Mit einem gefälschten Schweitzer Pass wird Harry am Checkpoint Charlie vorbeigeschleust. Kaum im Westen angelangt, ist die erste Forderung, die er an seine Fluchthelfer, den Italoamerikaner Vittorio "Vic" Castanza (Mehmet Kurtulus) und Fred von Klausnitz (Felix Eitner) stellt, seine Schwester Lotte (Alexandra Maria Lara) nachzuholen, die ihm diesmal noch nicht gefolgt war, da sie ihrer kleinen Tochter das Risiko nicht zumuten wollte. Harrys Wünsche bekommen jedoch einen herben Dämpfer, als er erfahren muss, dass der Trick mit dem Pass bei ganzen Familienverbänden sowieso nicht funktioniert und alle anderen üblichen Fluchtwege inzwischen von den staatlichen Behörden der DDR dicht gemacht wurden. Aber statt in Verzweiflung zu versinken, bleibt Harry ganz Mann der Tat und entwirft einen ebenso kühnen, wie komplizierten Plan: Wenn alle Fluchtwege verstopft sind, schafft man sich eben selbst einen und da eine Mauer auf dem Luftwege nur mit erheblichen Gefahren zu überwinden ist - schließlich gilt der Schießbefehl - bleibt nur der Weg unten herum. Da trifft es sich gut, dass Matthis die notwendigen bautechnischen Kenntnisse mitbringt. Und nachdem er die Sache im ersten Moment für unmöglich erklärt hat, stellt er dann doch eine Planung vor, die zwar viel Arbeit, aber eine reelle Chance verspricht.
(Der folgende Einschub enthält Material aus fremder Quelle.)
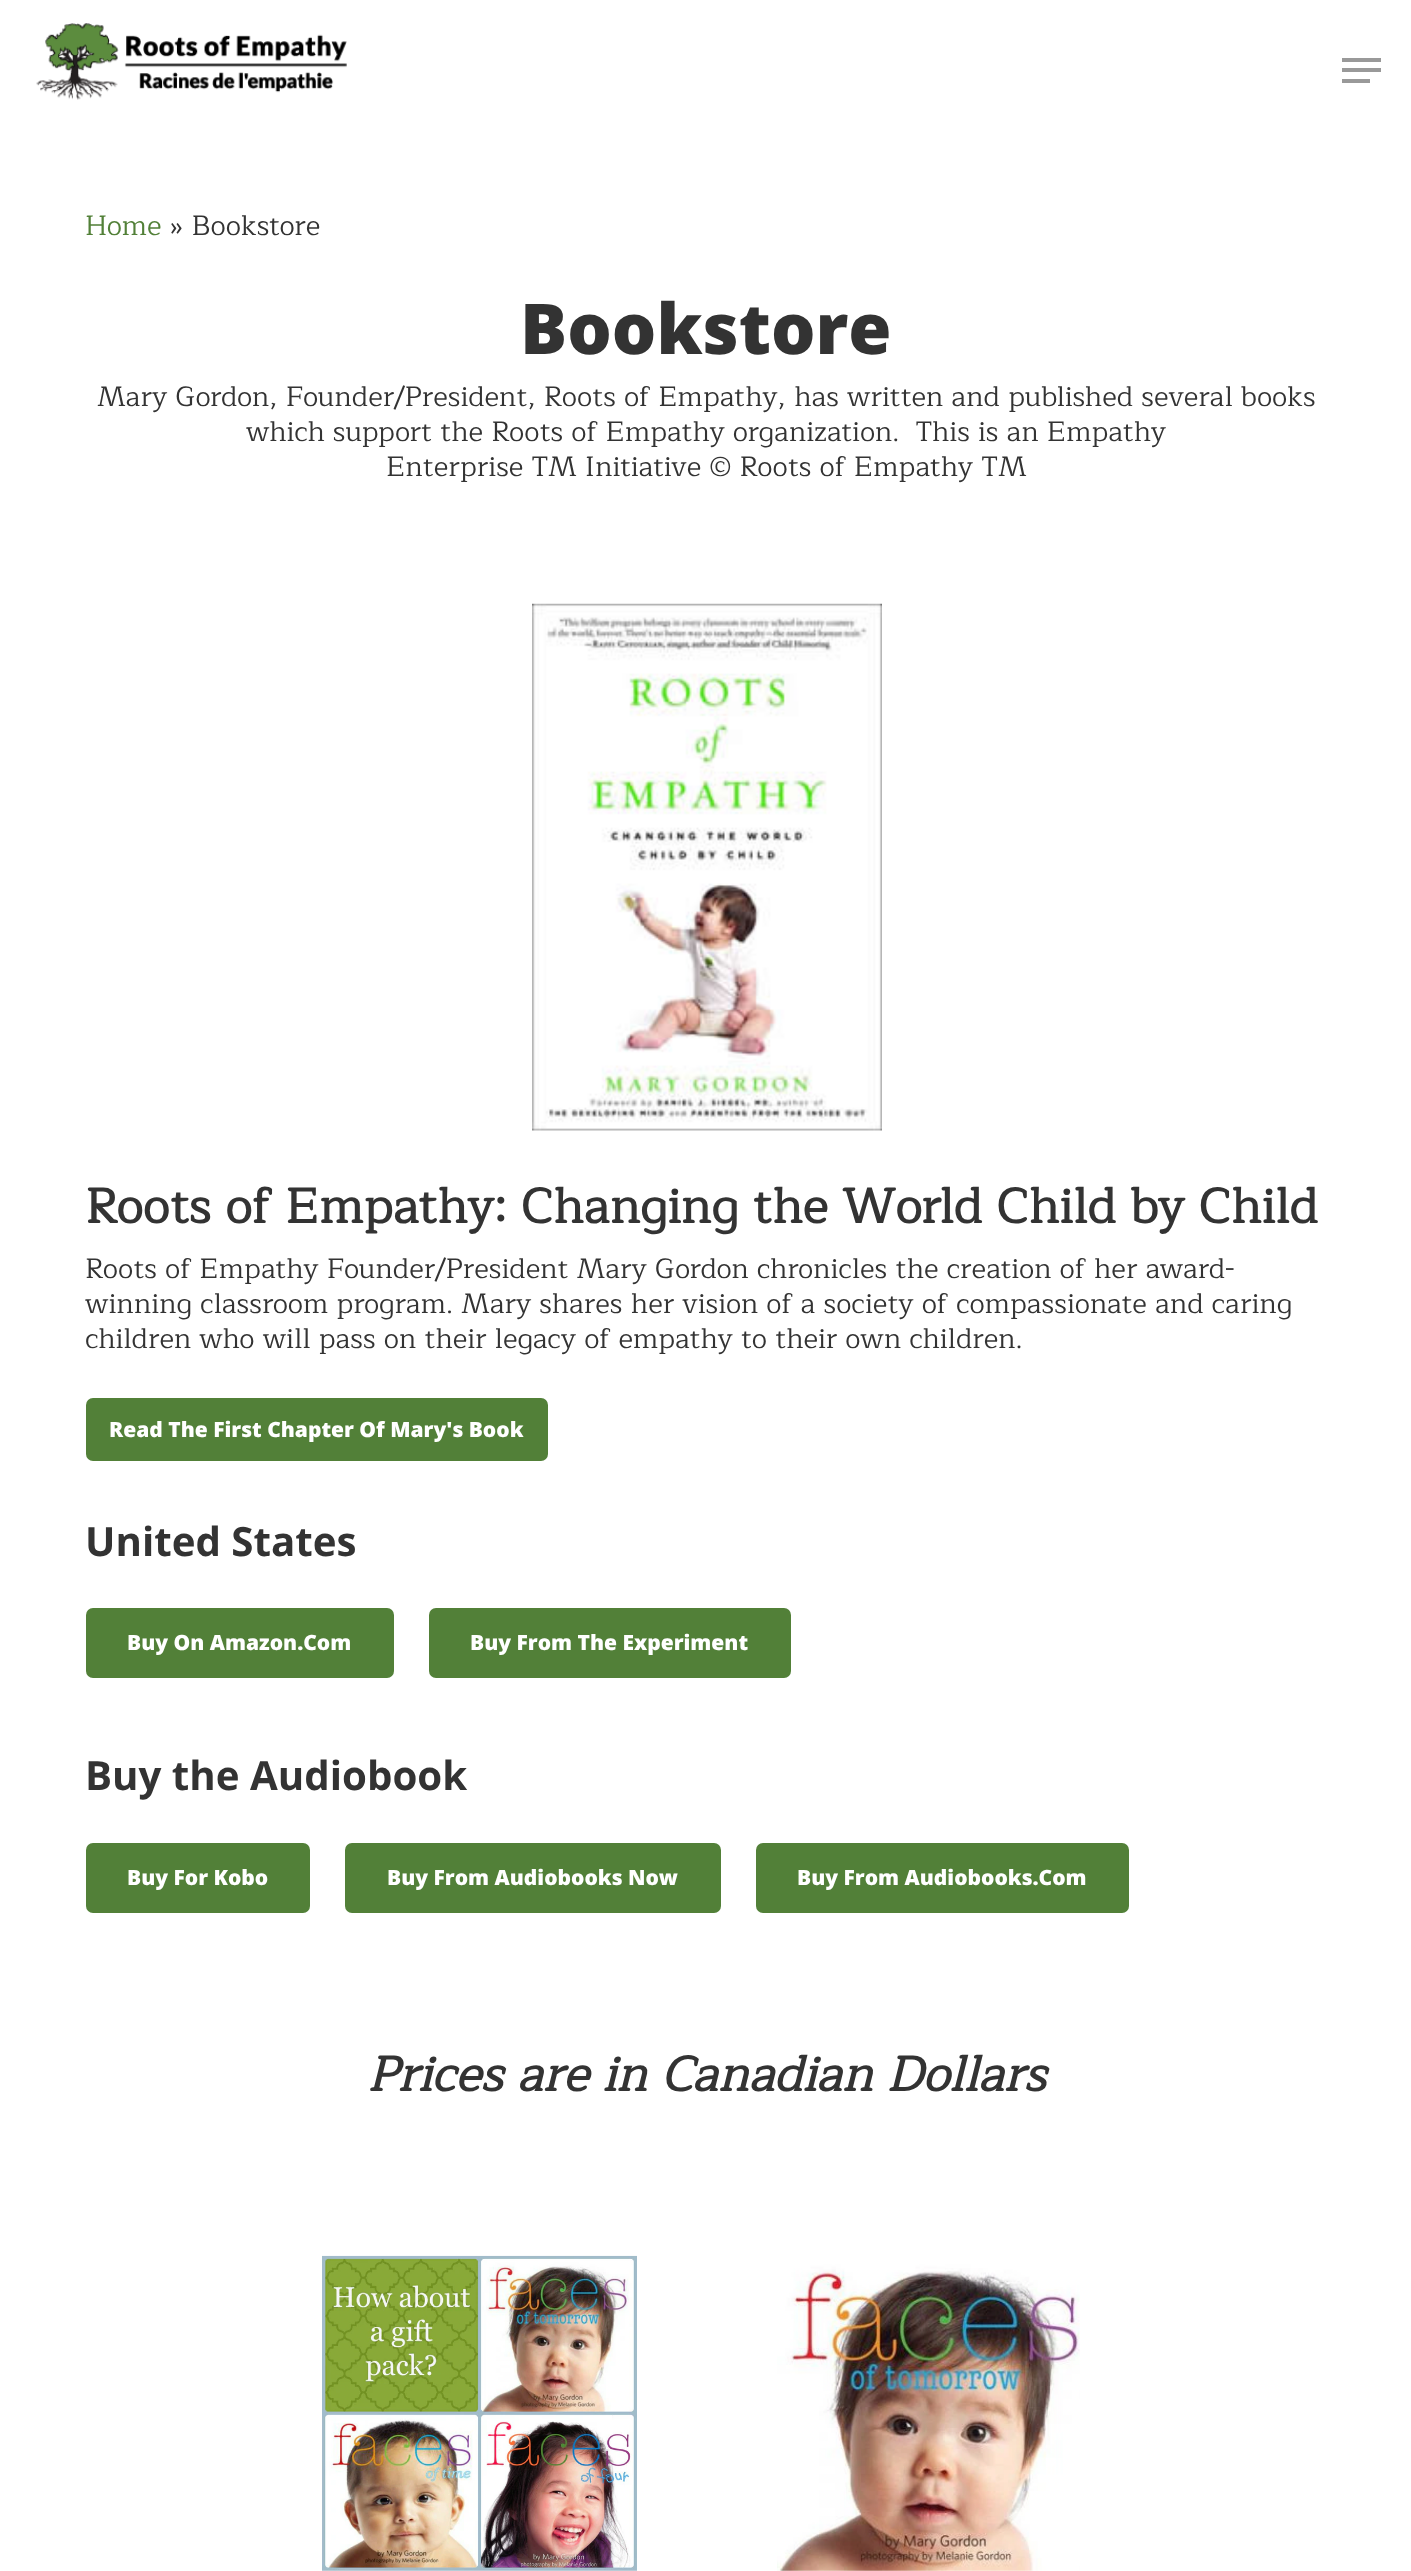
<svg xmlns="http://www.w3.org/2000/svg" width="1411" height="2571" viewBox="0 0 1411 2571">
  <rect width="100%" height="100%" fill="#ffffff"/>
  <image x="36" y="23" width="311" height="77" href="img1.png"/>
  <rect x="1342" y="58" width="39" height="4" fill="#999999"/>
  <rect x="1342" y="79" width="28" height="4" fill="#999999"/>
  <rect x="1342" y="68" width="39" height="4" fill="#999999"/>
  <text x="85" y="235" font-family="Maitree" font-size="28" fill="#528038">Home</text>
  <text x="169" y="235" font-family="Maitree" font-size="28" fill="#333333">» Bookstore</text>
  <text x="520" y="354" font-family="Open Sans" font-size="70" font-weight="800" fill="#333333">Bookstore</text>
  <text x="97" y="406" font-family="Maitree" font-size="28" fill="#333333">Mary Gordon, Founder/President, Roots of Empathy, has written and published several books</text>
  <text x="246" y="441" font-family="Maitree" font-size="28" fill="#333333" xml:space="preserve">which support the Roots of Empathy organization.  This is an Empathy</text>
  <text x="386" y="476" font-family="Maitree" font-size="28" fill="#333333">Enterprise TM Initiative © Roots of Empathy TM</text>
  <image x="532" y="603" width="350" height="528" href="img2.png"/>
  <text x="85" y="1223" font-family="Maitree" font-size="49" font-weight="bold" fill="#333333">Roots of Empathy: Changing the World Child by Child</text>
  <text x="85" y="1278" font-family="Maitree" font-size="28" fill="#333333">Roots of Empathy Founder/President Mary Gordon chronicles the creation of her award-</text>
  <text x="85" y="1313" font-family="Maitree" font-size="28" fill="#333333">winning classroom program. Mary shares her vision of a society of compassionate and caring</text>
  <text x="85" y="1348" font-family="Maitree" font-size="28" fill="#333333">children who will pass on their legacy of empathy to their own children.</text>
  <rect x="86" y="1398" width="462" height="63" rx="7" fill="#528038"/>
  <text x="109" y="1437" font-family="Open Sans" font-size="21" font-weight="800" fill="#ffffff">Read The First Chapter Of Mary's Book</text>
  <text x="85" y="1556" font-family="Open Sans" font-size="40.25" font-weight="bold" fill="#333333">United States</text>
  <rect x="86" y="1608" width="308" height="70" rx="7" fill="#528038"/>
  <text x="127" y="1650" font-family="Open Sans" font-size="21" font-weight="800" fill="#ffffff">Buy On Amazon.Com</text>
  <rect x="429" y="1608" width="362" height="70" rx="7" fill="#528038"/>
  <text x="470" y="1650" font-family="Open Sans" font-size="21" font-weight="800" fill="#ffffff">Buy From The Experiment</text>
  <text x="85" y="1790" font-family="Open Sans" font-size="40.25" font-weight="bold" fill="#333333">Buy the Audiobook</text>
  <rect x="86" y="1843" width="224" height="70" rx="7" fill="#528038"/>
  <text x="127" y="1885" font-family="Open Sans" font-size="21" font-weight="800" fill="#ffffff">Buy For Kobo</text>
  <rect x="345" y="1843" width="376" height="70" rx="7" fill="#528038"/>
  <text x="387" y="1885" font-family="Open Sans" font-size="21" font-weight="800" fill="#ffffff">Buy From Audiobooks Now</text>
  <rect x="756" y="1843" width="373" height="70" rx="7" fill="#528038"/>
  <text x="797" y="1885" font-family="Open Sans" font-size="21" font-weight="800" fill="#ffffff">Buy From Audiobooks.Com</text>
  <text x="367" y="2091" font-family="Maitree" font-size="49" font-weight="bold" font-style="italic" fill="#333333">Prices are in Canadian Dollars</text>
  <image x="322" y="2255" width="758" height="316" href="img3.png"/>
</svg>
Vom Keller einer stillgelegten Fabrik aus fangen sie an, einen Stollen von West nach Ost zu treiben. Im Laufe der Zeit bekommt die kleine Gruppe Zuwachs. Zunächst durch Fritzi (Nicolette Krebitz), welche die vier bei ihren Planungen belauscht hatte und nun mithelfen will, um ihren Verlobten aus dem Ostteil der Stadt zu befreien. Später, als die Truppe feststellt, dass ein Ende ihrer Arbeit in absehbarer Zeit nicht zu erwarten ist, sofern nicht einige helfende Hände mehr zum Einsatz kommen, werden noch andere "Maulwürfe" angeworben, die jeder für sich seine Gründe hat, um an dem Unterfangen mitzuwirken, wobei es meist um Freunde oder Familienmitglieder geht, die auf der anderen Seite der Grenze geblieben sind. Harry ist zunächst wenig begeistert von der Ausweitung ihres Kreises, befürchtet er, nicht ganz zu unrecht, dass sich so die Gefahr, dass die östlichen Dienste durch einen Spitzel Wind von der Aktion bekommen könnten, erheblich erhöht wird. Vor allem Fritzi ist ihm anfänglich mehr als suspekt. Was die beiden aber nicht daran hindert, im Verlaufe der gemeinsamen Grabungen doch zu beginnen einander besser zu verstehen, nicht zuletzt, als Fritzi Harry befreien kann, nachdem dieser durch einen Teileinbruch der Tunneldecke verschüttet wurde.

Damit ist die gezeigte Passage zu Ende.